Last updated 07/12/2014

Bayes Theorem
Binomial distribution
Co-Variance
Eigenvector and Eigenvalue
Least-squares fit regression
Linear Discriminant Analysis
Maximum Likelihood Estimate
Min-Max scaling
Normal distribution (multivariate)
Normal distribution (univariate)
Parzen window function
Population mean
Poisson distribution (univariate)
Principal Component Analysis
Rayleigh distribution (univariate)
Standard deviation
Variance
Z-score

I frequently embed all sorts of equations in my IPython notebooks, but instead of re-typing them every time, I thought that it might be worthwhile to have a copy&paste-ready equation glossary at hand.

Since I recently had to work without internet connection, I decided compose this in a MathJax-free manner.

For example, if you want to use those equations in a IPython notebook markdown cell, simply Y$-signs, e.g.,

$\mu = 2$

or prepend /begin{equation} and append /end{equation}

Bayes Theorem

[back to top]

Naive Bayes' classifier:

posterior probability:

  P(\omega_j|x) = \frac{p(x|\omega_j) \cdot P(\omega_j)}{p(x)}

  \Rightarrow \text{posterior probability} = \frac{ \text{likelihood}  \cdot \text{prior probability}}{\text{evidence}}

decision rule:

  \text{Decide } \omega_1  \text{ if }  P(\omega_1|x) > P(\omega_2|x)  \text{ else decide } \omega_2 .
  
  \frac{p(x|\omega_1) \cdot P(\omega_1)}{p(x)} > \frac{p(x|\omega_2) \cdot P(\omega_2)}{p(x)}

objective functions:

  g_1(\pmb x) = P(\omega_1 | \; \pmb{x}), \quad  g_2(\pmb{x}) = P(\omega_2 | \; \pmb{x}), \quad  g_3(\pmb{x}) = P(\omega_2 | \; \pmb{x})

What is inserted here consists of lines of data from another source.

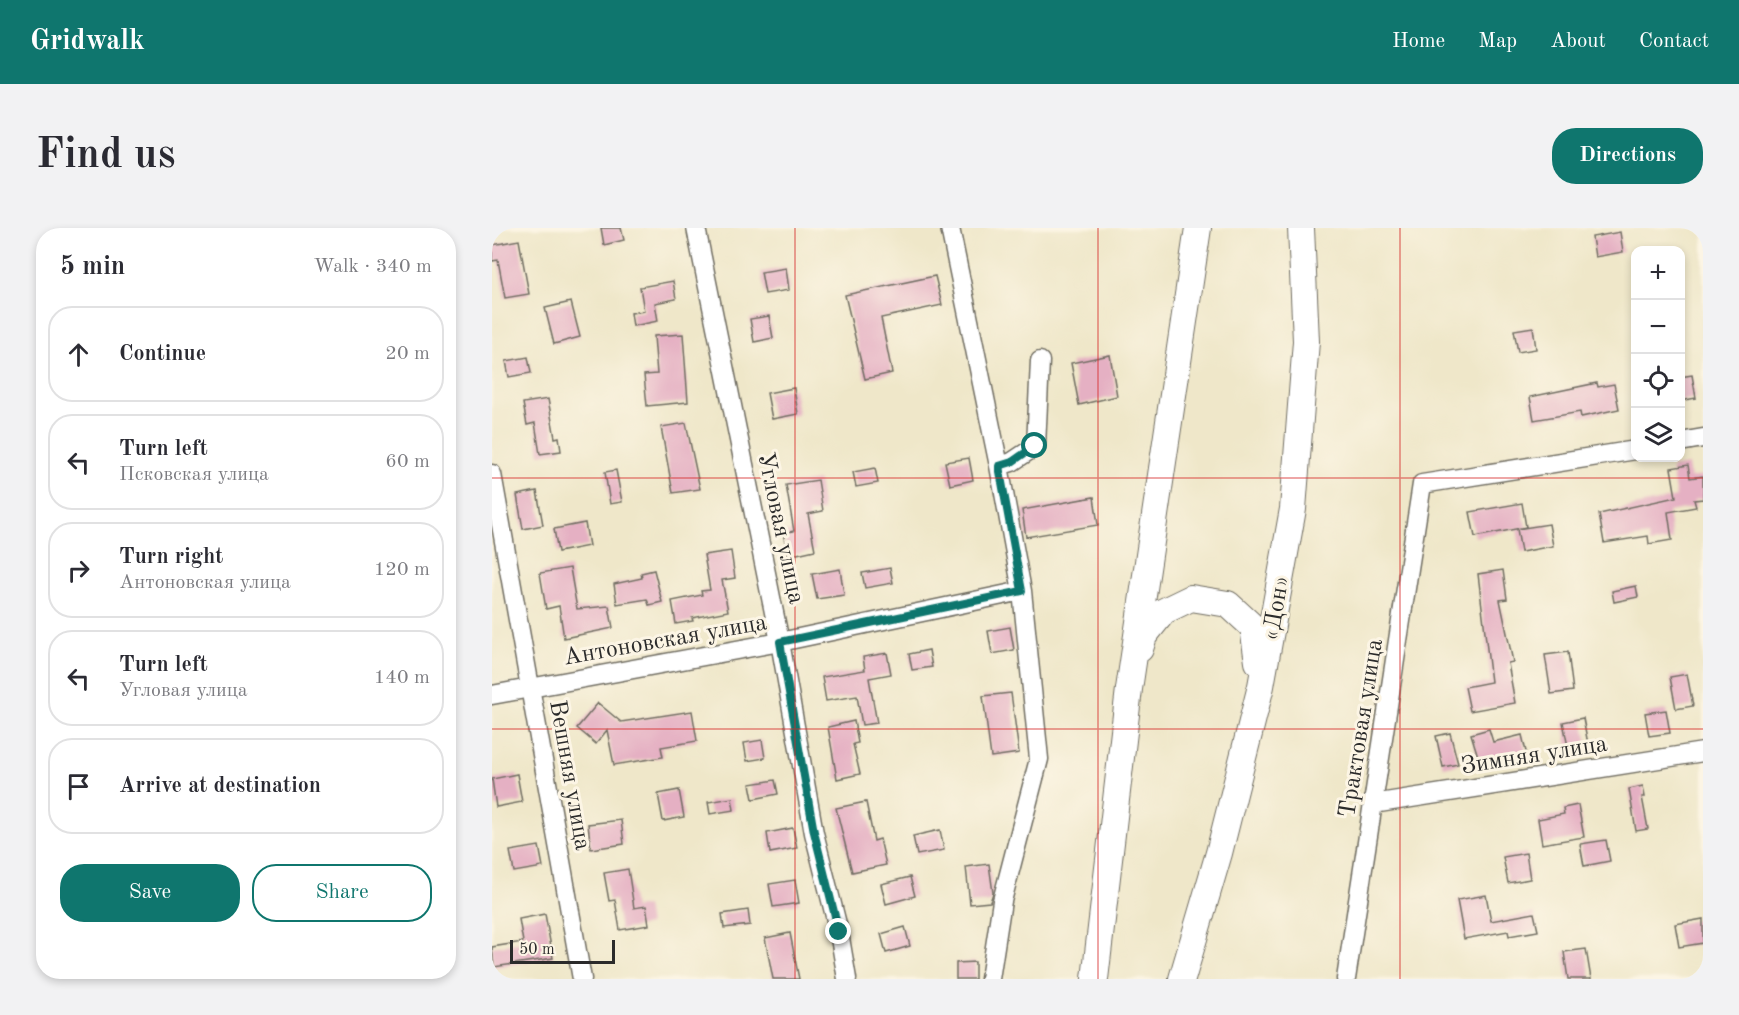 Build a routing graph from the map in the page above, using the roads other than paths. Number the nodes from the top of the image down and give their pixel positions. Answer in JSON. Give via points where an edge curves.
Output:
{"nodes":[{"id":1,"x":696,"y":228,"type":"edge"},
{"id":2,"x":950,"y":228,"type":"edge"},
{"id":3,"x":1198,"y":228,"type":"edge"},
{"id":4,"x":1301,"y":228,"type":"edge"},
{"id":5,"x":1040,"y":361,"type":"dead end"},
{"id":6,"x":1703,"y":438,"type":"edge"},
{"id":7,"x":1685,"y":441,"type":"edge"},
{"id":8,"x":1631,"y":451,"type":"edge"},
{"id":9,"x":999,"y":466,"type":"junction"},
{"id":10,"x":492,"y":474,"type":"edge"},
{"id":11,"x":1022,"y":591,"type":"junction"},
{"id":12,"x":780,"y":642,"type":"junction"},
{"id":13,"x":1261,"y":686,"type":"junction"},
{"id":14,"x":532,"y":687,"type":"junction"},
{"id":15,"x":1129,"y":689,"type":"junction"},
{"id":16,"x":492,"y":695,"type":"edge"},
{"id":17,"x":1703,"y":752,"type":"edge"},
{"id":18,"x":1373,"y":804,"type":"junction"},
{"id":19,"x":582,"y":979,"type":"edge"},
{"id":20,"x":848,"y":979,"type":"edge"},
{"id":21,"x":990,"y":979,"type":"edge"},
{"id":22,"x":1095,"y":979,"type":"edge"},
{"id":23,"x":1182,"y":979,"type":"edge"},
{"id":24,"x":1346,"y":979,"type":"edge"}],
"edges":[{"from":1,"to":12,"type":"street","name":"Угловая улица"},
{"from":2,"to":9,"type":"street"},
{"from":3,"to":15,"type":"highway"},
{"from":4,"to":13,"type":"highway","name":"«Дон»","via":[[1306,341],[1293,509]]},
{"from":5,"to":9,"type":"street","via":[[1035,446]]},
{"from":6,"to":7,"type":"street"},
{"from":8,"to":18,"type":"street","name":"Трактовая улица","via":[[1422,484]]},
{"from":9,"to":11,"type":"street"},
{"from":10,"to":14,"type":"street","name":"Вешняя улица"},
{"from":11,"to":12,"type":"street","name":"Антоновская улица"},
{"from":11,"to":21,"type":"street","via":[[1039,759],[1002,901]]},
{"from":12,"to":14,"type":"street","name":"Антоновская улица"},
{"from":12,"to":20,"type":"street","name":"Угловая улица","via":[[814,832]]},
{"from":13,"to":15,"type":"highway","via":[[1253,627],[1227,604],[1191,598],[1164,611],[1144,636]]},
{"from":13,"to":23,"type":"highway","name":"«Дон»"},
{"from":14,"to":16,"type":"street","name":"Антоновская улица"},
{"from":14,"to":19,"type":"street","name":"Вешняя улица"},
{"from":15,"to":22,"type":"highway"},
{"from":17,"to":18,"type":"street","name":"Зимняя улица"},
{"from":18,"to":24,"type":"street","name":"Трактовая улица"}]}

  \quad g_i(\pmb{x}) = \pmb{x}^{\,t} \bigg( - \frac{1}{2} \Sigma_i^{-1} \bigg) \pmb{x} + \bigg( \Sigma_i^{-1} \pmb{\mu}_{\,i}\bigg)^t \pmb x + \bigg( -\frac{1}{2} \pmb{\mu}_{\,i}^{\,t}  \Sigma_{i}^{-1} \pmb{\mu}_{\,i} -\frac{1}{2} ln(|\Sigma_i|)\bigg)

Binomial distribution

[back to top]

Probability density function:

p_k = {n \choose x} \cdot p^k \cdot (1-p)^{n-k}

Co-Variance

[back to top]

S_{xy} = \sum_{i=1}^{n} (x_i - \bar{x})(y_i - \bar{y})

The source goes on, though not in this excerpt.